Akker adds, ‘He was maybe 72 when he came on board and had more energy than me and Andrew combined. When he came in he took all of our senior management out for dinner and they were all incredibly inspired.’
Under Smedvig and Chinn, Streetcar grew its locations to 1,200 across ten UK cities and started to move towards an exit in 2010.
Having never gone through a deal process before, Akker had nothing to compare it to but says that Smedvig were a big help when it came to the negotiation. A chance meeting with Smedvig CEO Johnny Hewett and Zipcar in Boston started the sale process and it was only when the Office of Fair Trading waded in that the transaction hit a snag.
‘Once the deal was done in April 2010 it was referred to them, and ultimately the Competition Commission. It was a very interesting experience but not one I’d want to repeat as from our perspective it was very time-consuming and not ideal when you are in a fast-moving growing business,’ Akker explains.
After spending time bedding the Streetcar business into Zipcar’s operations, Akker began to get the start-up bug again and teamed up with Streetcar’s first angel backer to launch his new venture, LoveSpace.
Having already revolutionised the UK car-sharing market, Akker now hopes to take the self-storage sector and apply to it some of the Streetcar principles.
The concept works by sending customers the boxes and packaging free of charge and having them pack up their belongings.
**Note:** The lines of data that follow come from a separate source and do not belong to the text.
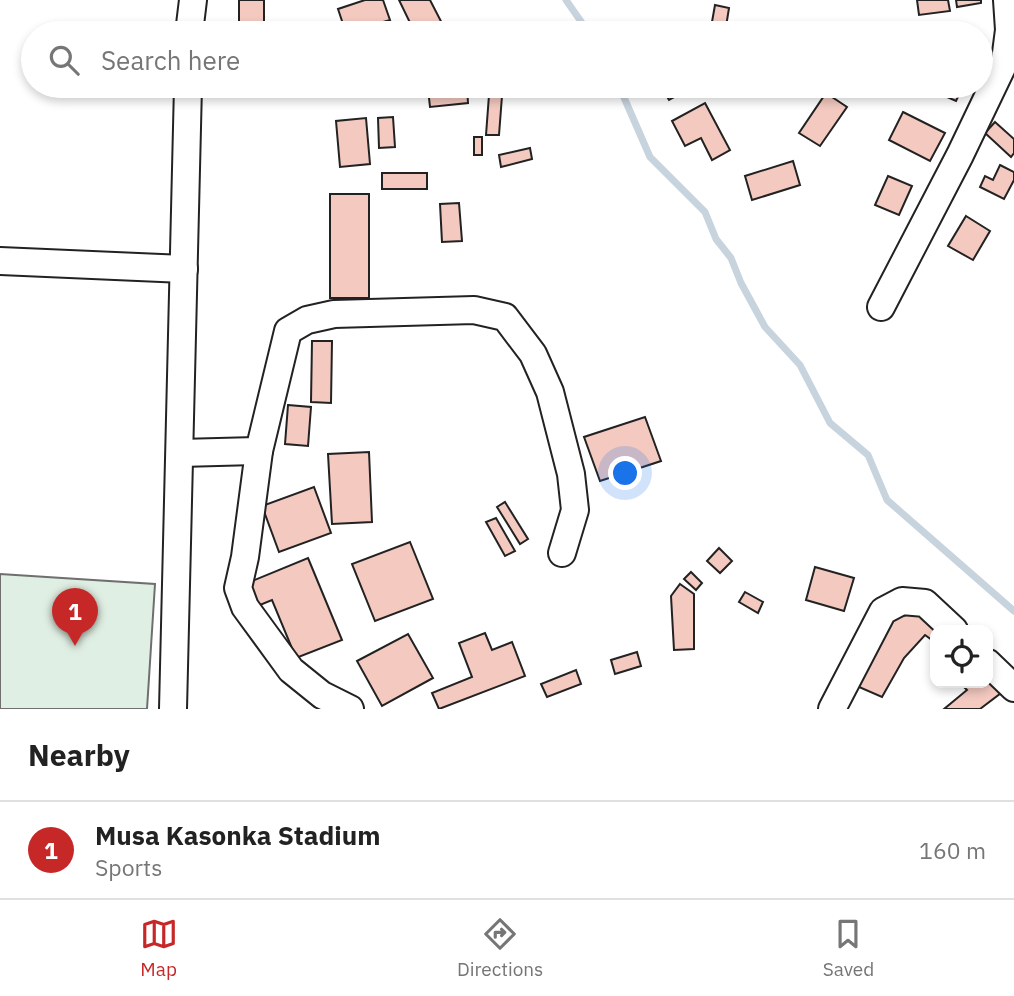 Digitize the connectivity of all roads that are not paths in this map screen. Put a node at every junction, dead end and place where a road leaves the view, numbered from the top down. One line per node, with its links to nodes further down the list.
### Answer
1 (1007, 0): 2 (street)
2 (993, 86)
3 (188, 98): 6 (street)
4 (987, 98): 7 (street)
5 (0, 261): 6 (street)
6 (184, 269): 9 (street)
7 (881, 307)
8 (259, 451): 9 (street); 10 (street); 15 (street)
9 (180, 453): 14 (street)
10 (562, 553)
11 (949, 625): 16 (street)
12 (993, 668): 13 (street)
13 (1014, 688)
14 (173, 709)
15 (350, 709)
16 (832, 709)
LoveSpace then picks up the boxes and transports them to regional warehouses, again free of charge.
The difference between other operators in the space such as Big Yellow Self Storage and Safestore is that users do not have to rent out an entire room, only the space that they need.
Users then pay £4.95 a month to store the box and receive £100 worth of insurance cover per box built into the price.
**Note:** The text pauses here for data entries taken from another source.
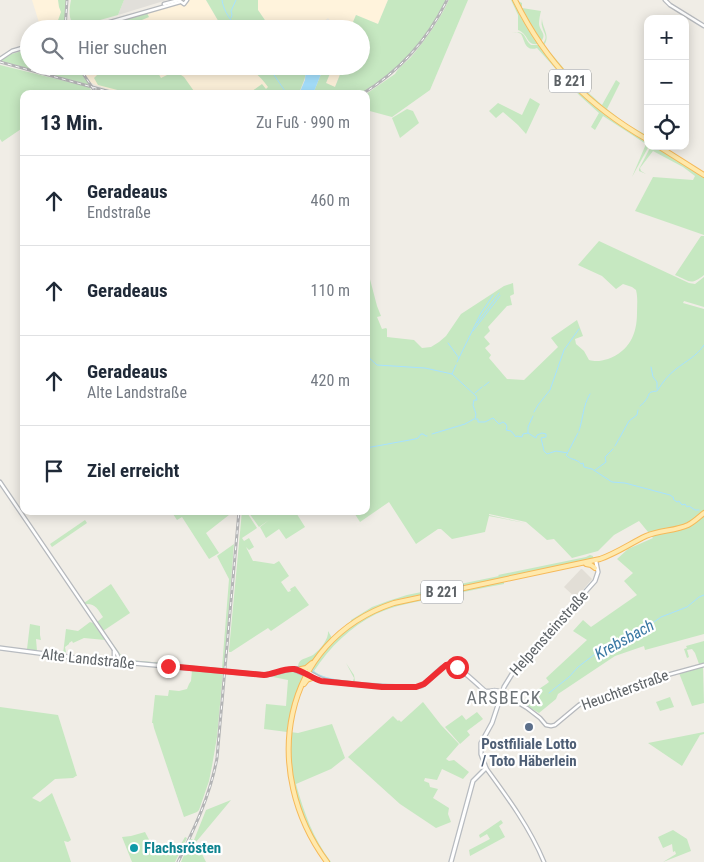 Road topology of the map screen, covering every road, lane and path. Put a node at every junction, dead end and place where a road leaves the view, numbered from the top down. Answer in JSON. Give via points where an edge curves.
{"nodes":[{"id":1,"x":187,"y":0,"type":"edge"},
{"id":2,"x":515,"y":0,"type":"edge"},
{"id":3,"x":665,"y":0,"type":"edge"},
{"id":4,"x":179,"y":1,"type":"edge"},
{"id":5,"x":117,"y":20,"type":"edge"},
{"id":6,"x":704,"y":26,"type":"edge"},
{"id":7,"x":20,"y":49,"type":"edge"},
{"id":8,"x":0,"y":59,"type":"edge"},
{"id":9,"x":644,"y":137,"type":"edge"},
{"id":10,"x":664,"y":150,"type":"edge"},
{"id":11,"x":704,"y":175,"type":"edge"},
{"id":12,"x":0,"y":482,"type":"edge"},
{"id":13,"x":20,"y":511,"type":"edge"},
{"id":14,"x":704,"y":513,"type":"edge"},
{"id":15,"x":22,"y":515,"type":"edge"},
{"id":16,"x":595,"y":560,"type":"junction"},
{"id":17,"x":579,"y":564,"type":"junction"},
{"id":18,"x":595,"y":568,"type":"junction"},
{"id":19,"x":597,"y":574,"type":"junction"},
{"id":20,"x":0,"y":648,"type":"edge"},
{"id":21,"x":114,"y":650,"type":"junction"},
{"id":22,"x":316,"y":660,"type":"junction"},
{"id":23,"x":121,"y":661,"type":"junction"},
{"id":24,"x":111,"y":662,"type":"junction"},
{"id":25,"x":704,"y":665,"type":"edge"},
{"id":26,"x":294,"y":669,"type":"junction"},
{"id":27,"x":301,"y":669,"type":"junction"},
{"id":28,"x":307,"y":674,"type":"junction"},
{"id":29,"x":312,"y":678,"type":"junction"},
{"id":30,"x":326,"y":681,"type":"junction"},
{"id":31,"x":300,"y":690,"type":"junction"},
{"id":32,"x":502,"y":693,"type":"junction"},
{"id":33,"x":486,"y":768,"type":"junction"},
{"id":34,"x":327,"y":862,"type":"edge"},
{"id":35,"x":450,"y":862,"type":"edge"},
{"id":36,"x":544,"y":862,"type":"edge"}],
"edges":[{"from":1,"to":4,"type":"street","via":[[184,4]]},
{"from":2,"to":9,"type":"main road","number":"B 221","via":[[546,53],[565,76],[593,103]]},
{"from":3,"to":6,"type":"street"},
{"from":4,"to":5,"type":"street"},
{"from":7,"to":8,"type":"street"},
{"from":10,"to":11,"type":"main road"},
{"from":12,"to":13,"type":"street"},
{"from":14,"to":16,"type":"main road","number":"B 221","via":[[694,522],[652,534]]},
{"from":15,"to":21,"type":"street"},
{"from":16,"to":17,"type":"main road","number":"B 221"},
{"from":16,"to":18,"type":"main road","name":"Helpensteinstraße"},
{"from":16,"to":19,"type":"main road","name":"Helpensteinstraße"},
{"from":17,"to":18,"type":"main road","via":[[590,564]]},
{"from":17,"to":22,"type":"main road","number":"B 221","via":[[388,604],[347,627]]},
{"from":18,"to":19,"type":"main road","name":"Helpensteinstraße"},
{"from":19,"to":32,"type":"main road","name":"Helpensteinstraße","via":[[596,580],[512,674]]},
{"from":20,"to":24,"type":"main road","name":"Alte Landstraße"},
{"from":21,"to":23,"type":"street"},
{"from":21,"to":24,"type":"street"},
{"from":22,"to":27,"type":"main road","number":"B 221"},
{"from":22,"to":28,"type":"main road","number":"B 221"},
{"from":23,"to":24,"type":"main road","name":"Alte Landstraße"},
{"from":23,"to":26,"type":"main road","name":"Alte Landstraße","via":[[264,675]]},
{"from":25,"to":32,"type":"street","name":"Heuchterstraße","via":[[584,702],[550,726]]},
{"from":26,"to":27,"type":"main road","name":"Alte Landstraße"},
{"from":26,"to":28,"type":"main road"},
{"from":27,"to":28,"type":"main road"},
{"from":28,"to":29,"type":"main road"},
{"from":28,"to":30,"type":"main road"},
{"from":28,"to":31,"type":"main road","number":"B 221"},
{"from":29,"to":30,"type":"main road"},
{"from":29,"to":31,"type":"main road","number":"B 221"},
{"from":30,"to":32,"type":"main road","via":[[416,687],[451,664],[485,691]]},
{"from":31,"to":34,"type":"main road","number":"B 221","via":[[289,727],[291,782],[305,826]]},
{"from":32,"to":33,"type":"main road","name":"Helpensteinstraße","via":[[481,743]]},
{"from":33,"to":35,"type":"main road","via":[[473,781]]},
{"from":33,"to":36,"type":"street","via":[[516,809]]}]}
Though it only launched in July, LoveSpace has already attracted Smedvig to return as an investor, this time out of its comfort zone as an early-stage backer.
Carl August Ameln, Lasse Hoydal and Jonny Hewett have seats on the board and Akker hopes that Ameln and Hoydal’s expertise in setting up their own self-storage businesses in Scandinavia will work well with his experience of building a business in the UK.
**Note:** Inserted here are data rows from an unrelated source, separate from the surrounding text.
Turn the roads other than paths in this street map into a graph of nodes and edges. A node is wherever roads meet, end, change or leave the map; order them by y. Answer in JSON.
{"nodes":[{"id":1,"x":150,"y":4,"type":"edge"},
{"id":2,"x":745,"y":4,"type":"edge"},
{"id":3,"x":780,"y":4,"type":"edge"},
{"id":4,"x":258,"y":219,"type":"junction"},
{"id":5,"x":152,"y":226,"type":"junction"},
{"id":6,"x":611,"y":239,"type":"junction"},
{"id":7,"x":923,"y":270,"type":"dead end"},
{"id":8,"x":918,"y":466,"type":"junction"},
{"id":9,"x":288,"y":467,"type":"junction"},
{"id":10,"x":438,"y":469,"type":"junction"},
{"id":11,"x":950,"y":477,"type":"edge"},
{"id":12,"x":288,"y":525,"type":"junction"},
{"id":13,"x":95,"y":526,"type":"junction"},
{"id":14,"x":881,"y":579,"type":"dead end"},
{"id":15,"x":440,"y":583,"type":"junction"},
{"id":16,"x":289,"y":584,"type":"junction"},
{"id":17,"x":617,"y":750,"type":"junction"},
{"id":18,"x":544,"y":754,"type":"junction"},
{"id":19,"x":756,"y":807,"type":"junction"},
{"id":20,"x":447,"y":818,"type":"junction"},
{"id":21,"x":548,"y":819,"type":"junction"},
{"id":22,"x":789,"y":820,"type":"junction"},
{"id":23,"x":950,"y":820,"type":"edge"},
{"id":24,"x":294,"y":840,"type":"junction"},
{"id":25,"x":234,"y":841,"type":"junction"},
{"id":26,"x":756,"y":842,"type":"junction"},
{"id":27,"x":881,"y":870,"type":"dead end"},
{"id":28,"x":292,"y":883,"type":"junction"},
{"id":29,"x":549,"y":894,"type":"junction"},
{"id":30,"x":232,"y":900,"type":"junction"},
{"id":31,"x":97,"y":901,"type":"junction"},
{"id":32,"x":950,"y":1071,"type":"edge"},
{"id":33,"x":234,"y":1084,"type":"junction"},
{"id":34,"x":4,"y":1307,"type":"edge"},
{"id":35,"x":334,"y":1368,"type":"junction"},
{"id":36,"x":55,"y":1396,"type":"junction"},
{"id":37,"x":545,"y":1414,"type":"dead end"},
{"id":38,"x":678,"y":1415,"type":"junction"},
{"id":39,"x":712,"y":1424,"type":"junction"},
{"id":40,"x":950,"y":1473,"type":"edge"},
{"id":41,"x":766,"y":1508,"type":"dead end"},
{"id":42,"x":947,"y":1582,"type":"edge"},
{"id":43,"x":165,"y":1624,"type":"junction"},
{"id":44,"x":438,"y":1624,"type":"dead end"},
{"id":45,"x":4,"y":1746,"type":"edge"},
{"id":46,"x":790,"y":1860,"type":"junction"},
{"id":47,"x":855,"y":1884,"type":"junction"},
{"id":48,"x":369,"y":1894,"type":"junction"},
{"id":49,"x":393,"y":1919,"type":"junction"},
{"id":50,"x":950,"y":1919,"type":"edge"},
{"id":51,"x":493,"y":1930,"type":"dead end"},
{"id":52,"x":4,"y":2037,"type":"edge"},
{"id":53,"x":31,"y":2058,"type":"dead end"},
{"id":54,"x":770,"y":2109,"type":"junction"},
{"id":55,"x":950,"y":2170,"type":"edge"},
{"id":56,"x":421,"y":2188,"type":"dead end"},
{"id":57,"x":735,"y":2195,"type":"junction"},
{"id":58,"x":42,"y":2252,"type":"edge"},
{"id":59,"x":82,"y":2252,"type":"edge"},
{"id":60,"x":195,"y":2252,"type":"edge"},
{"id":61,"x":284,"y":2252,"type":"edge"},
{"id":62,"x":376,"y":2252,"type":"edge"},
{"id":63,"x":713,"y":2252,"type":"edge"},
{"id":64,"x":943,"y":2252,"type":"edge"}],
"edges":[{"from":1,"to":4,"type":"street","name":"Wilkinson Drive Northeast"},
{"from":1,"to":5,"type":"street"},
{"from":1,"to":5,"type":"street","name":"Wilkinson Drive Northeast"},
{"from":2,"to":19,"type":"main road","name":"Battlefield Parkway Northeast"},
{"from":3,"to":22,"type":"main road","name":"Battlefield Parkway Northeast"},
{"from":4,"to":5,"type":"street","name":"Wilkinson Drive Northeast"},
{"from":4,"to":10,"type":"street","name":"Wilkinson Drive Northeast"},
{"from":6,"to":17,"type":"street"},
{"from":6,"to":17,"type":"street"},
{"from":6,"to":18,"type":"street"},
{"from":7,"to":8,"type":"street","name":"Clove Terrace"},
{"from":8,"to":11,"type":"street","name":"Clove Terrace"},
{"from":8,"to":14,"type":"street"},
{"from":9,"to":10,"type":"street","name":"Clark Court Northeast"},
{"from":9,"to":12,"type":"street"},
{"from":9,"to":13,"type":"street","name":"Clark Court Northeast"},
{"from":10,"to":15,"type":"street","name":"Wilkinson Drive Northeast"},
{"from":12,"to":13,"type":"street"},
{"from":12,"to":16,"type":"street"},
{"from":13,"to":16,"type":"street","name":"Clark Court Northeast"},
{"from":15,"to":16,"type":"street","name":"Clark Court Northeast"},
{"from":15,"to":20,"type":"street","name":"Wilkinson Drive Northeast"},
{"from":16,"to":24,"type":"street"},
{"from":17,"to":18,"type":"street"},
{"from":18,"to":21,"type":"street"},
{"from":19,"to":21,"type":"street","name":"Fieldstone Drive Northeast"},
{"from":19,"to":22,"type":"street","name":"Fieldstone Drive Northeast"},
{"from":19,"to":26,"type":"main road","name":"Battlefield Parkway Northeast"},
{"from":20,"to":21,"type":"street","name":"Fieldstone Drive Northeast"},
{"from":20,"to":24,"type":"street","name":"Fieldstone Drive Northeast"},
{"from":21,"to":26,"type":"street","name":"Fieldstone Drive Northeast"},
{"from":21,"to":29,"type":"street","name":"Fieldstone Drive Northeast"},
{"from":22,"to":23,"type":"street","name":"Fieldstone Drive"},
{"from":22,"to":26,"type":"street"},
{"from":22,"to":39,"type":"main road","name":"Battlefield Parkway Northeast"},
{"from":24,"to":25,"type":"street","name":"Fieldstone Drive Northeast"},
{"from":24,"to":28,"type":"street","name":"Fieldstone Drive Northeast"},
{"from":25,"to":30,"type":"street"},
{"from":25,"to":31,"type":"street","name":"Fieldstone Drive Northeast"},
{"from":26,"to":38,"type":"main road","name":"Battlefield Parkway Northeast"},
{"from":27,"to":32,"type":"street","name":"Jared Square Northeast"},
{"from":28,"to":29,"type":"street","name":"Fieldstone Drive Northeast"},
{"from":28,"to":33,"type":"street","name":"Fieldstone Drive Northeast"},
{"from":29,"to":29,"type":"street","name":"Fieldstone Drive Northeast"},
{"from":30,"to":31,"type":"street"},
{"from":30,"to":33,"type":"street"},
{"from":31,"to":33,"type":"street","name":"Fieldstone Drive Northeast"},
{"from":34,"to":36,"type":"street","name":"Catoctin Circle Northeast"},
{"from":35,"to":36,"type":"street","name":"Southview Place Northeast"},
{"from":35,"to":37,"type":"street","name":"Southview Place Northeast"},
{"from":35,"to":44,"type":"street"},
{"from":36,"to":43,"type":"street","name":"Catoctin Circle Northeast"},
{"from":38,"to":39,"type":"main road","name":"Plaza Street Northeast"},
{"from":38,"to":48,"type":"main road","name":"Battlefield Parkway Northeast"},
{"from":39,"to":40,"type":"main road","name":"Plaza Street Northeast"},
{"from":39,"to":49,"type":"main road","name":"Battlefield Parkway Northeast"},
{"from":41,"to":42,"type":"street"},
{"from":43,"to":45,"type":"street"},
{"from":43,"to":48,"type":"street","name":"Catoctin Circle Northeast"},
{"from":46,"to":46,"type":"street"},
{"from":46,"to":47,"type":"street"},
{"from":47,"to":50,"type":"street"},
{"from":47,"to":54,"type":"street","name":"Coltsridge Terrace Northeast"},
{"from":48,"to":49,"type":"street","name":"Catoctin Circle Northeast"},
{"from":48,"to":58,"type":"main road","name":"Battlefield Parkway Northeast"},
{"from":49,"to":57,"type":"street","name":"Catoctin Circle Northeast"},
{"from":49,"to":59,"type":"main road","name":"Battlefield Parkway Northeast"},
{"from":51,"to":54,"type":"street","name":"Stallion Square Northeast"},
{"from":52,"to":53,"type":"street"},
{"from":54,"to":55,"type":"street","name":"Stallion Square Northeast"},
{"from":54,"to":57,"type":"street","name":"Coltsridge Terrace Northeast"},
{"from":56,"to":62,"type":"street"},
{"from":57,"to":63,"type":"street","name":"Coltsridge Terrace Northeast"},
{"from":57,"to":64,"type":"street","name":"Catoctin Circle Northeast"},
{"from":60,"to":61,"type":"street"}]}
Having set up a business first in the pre-recession era and now in the very depths of it, Akker says that the new business is in a very fortunate position given that it already has backers.
‘But there is also a focus [from policymakers] on small new businesses that there wasn’t when we started Streetcar – they are seen as the way to recovery,’ he adds.
The biggest lesson Akker has learnt from his Streetcar days is not to do things by halves. ‘If you’re going to start a business you need to go all in with it. The amount of friends who have talked to me about doing something themselves and said they are only meeting up a couple of times a month to discuss it: that isn’t going to work.’
Having made a success of his first entrepreneurial endeavour, Akker has no plans to return to the corporate world that he started his career in and believes we really are in an era where those in power are looking out for start-ups.